Requirement
Nothing in the records may be changed; retype them in full.
START Data for the task
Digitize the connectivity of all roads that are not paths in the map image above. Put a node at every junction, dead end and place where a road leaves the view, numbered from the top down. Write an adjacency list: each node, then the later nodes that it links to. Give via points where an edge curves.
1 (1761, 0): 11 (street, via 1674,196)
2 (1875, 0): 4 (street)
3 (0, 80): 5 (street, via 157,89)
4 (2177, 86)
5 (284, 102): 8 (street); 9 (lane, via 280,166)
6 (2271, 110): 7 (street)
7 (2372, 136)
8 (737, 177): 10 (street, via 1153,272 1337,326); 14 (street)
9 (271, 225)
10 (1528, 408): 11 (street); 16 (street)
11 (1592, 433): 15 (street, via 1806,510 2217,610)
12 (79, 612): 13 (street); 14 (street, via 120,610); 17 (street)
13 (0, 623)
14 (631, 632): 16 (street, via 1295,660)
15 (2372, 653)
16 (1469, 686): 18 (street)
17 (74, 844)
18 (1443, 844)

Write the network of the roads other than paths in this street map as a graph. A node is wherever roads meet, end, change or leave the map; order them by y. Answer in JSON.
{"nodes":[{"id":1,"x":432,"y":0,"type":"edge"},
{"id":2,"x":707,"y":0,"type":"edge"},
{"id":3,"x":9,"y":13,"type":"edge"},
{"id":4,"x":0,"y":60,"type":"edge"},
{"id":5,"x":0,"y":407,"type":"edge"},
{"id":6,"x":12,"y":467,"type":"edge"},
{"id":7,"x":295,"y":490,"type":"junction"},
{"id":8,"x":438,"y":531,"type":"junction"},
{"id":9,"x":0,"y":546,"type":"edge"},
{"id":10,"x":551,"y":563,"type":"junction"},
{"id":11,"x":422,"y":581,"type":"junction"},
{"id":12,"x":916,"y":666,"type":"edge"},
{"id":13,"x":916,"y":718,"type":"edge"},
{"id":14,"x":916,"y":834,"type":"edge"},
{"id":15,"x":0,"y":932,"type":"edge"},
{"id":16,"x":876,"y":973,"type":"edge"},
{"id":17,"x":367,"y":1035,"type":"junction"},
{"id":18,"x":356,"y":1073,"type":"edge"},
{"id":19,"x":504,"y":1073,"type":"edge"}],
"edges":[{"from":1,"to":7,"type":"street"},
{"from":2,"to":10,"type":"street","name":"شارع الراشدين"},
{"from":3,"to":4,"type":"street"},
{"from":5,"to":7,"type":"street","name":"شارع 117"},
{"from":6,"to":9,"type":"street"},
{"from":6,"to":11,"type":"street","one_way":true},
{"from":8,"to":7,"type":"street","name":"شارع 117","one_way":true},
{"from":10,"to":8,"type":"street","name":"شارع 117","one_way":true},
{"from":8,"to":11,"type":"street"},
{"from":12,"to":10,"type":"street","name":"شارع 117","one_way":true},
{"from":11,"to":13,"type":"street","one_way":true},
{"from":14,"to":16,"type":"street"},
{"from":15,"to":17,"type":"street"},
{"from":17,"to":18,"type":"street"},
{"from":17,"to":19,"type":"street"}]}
END Data for the task
Output below
Digitize the connectivity of all roads that are not paths in the map image above. Put a node at every junction, dead end and place where a road leaves the view, numbered from the top down. Write an adjacency list: each node, then the later nodes that it links to. Give via points where an edge curves.
1 (1761, 0): 11 (street, via 1674,196)
2 (1875, 0): 4 (street)
3 (0, 80): 5 (street, via 157,89)
4 (2177, 86)
5 (284, 102): 8 (street); 9 (lane, via 280,166)
6 (2271, 110): 7 (street)
7 (2372, 136)
8 (737, 177): 10 (street, via 1153,272 1337,326); 14 (street)
9 (271, 225)
10 (1528, 408): 11 (street); 16 (street)
11 (1592, 433): 15 (street, via 1806,510 2217,610)
12 (79, 612): 13 (street); 14 (street, via 120,610); 17 (street)
13 (0, 623)
14 (631, 632): 16 (street, via 1295,660)
15 (2372, 653)
16 (1469, 686): 18 (street)
17 (74, 844)
18 (1443, 844)

Write the network of the roads other than paths in this street map as a graph. A node is wherever roads meet, end, change or leave the map; order them by y. Answer in JSON.
{"nodes":[{"id":1,"x":432,"y":0,"type":"edge"},
{"id":2,"x":707,"y":0,"type":"edge"},
{"id":3,"x":9,"y":13,"type":"edge"},
{"id":4,"x":0,"y":60,"type":"edge"},
{"id":5,"x":0,"y":407,"type":"edge"},
{"id":6,"x":12,"y":467,"type":"edge"},
{"id":7,"x":295,"y":490,"type":"junction"},
{"id":8,"x":438,"y":531,"type":"junction"},
{"id":9,"x":0,"y":546,"type":"edge"},
{"id":10,"x":551,"y":563,"type":"junction"},
{"id":11,"x":422,"y":581,"type":"junction"},
{"id":12,"x":916,"y":666,"type":"edge"},
{"id":13,"x":916,"y":718,"type":"edge"},
{"id":14,"x":916,"y":834,"type":"edge"},
{"id":15,"x":0,"y":932,"type":"edge"},
{"id":16,"x":876,"y":973,"type":"edge"},
{"id":17,"x":367,"y":1035,"type":"junction"},
{"id":18,"x":356,"y":1073,"type":"edge"},
{"id":19,"x":504,"y":1073,"type":"edge"}],
"edges":[{"from":1,"to":7,"type":"street"},
{"from":2,"to":10,"type":"street","name":"شارع الراشدين"},
{"from":3,"to":4,"type":"street"},
{"from":5,"to":7,"type":"street","name":"شارع 117"},
{"from":6,"to":9,"type":"street"},
{"from":6,"to":11,"type":"street","one_way":true},
{"from":8,"to":7,"type":"street","name":"شارع 117","one_way":true},
{"from":10,"to":8,"type":"street","name":"شارع 117","one_way":true},
{"from":8,"to":11,"type":"street"},
{"from":12,"to":10,"type":"street","name":"شارع 117","one_way":true},
{"from":11,"to":13,"type":"street","one_way":true},
{"from":14,"to":16,"type":"street"},
{"from":15,"to":17,"type":"street"},
{"from":17,"to":18,"type":"street"},
{"from":17,"to":19,"type":"street"}]}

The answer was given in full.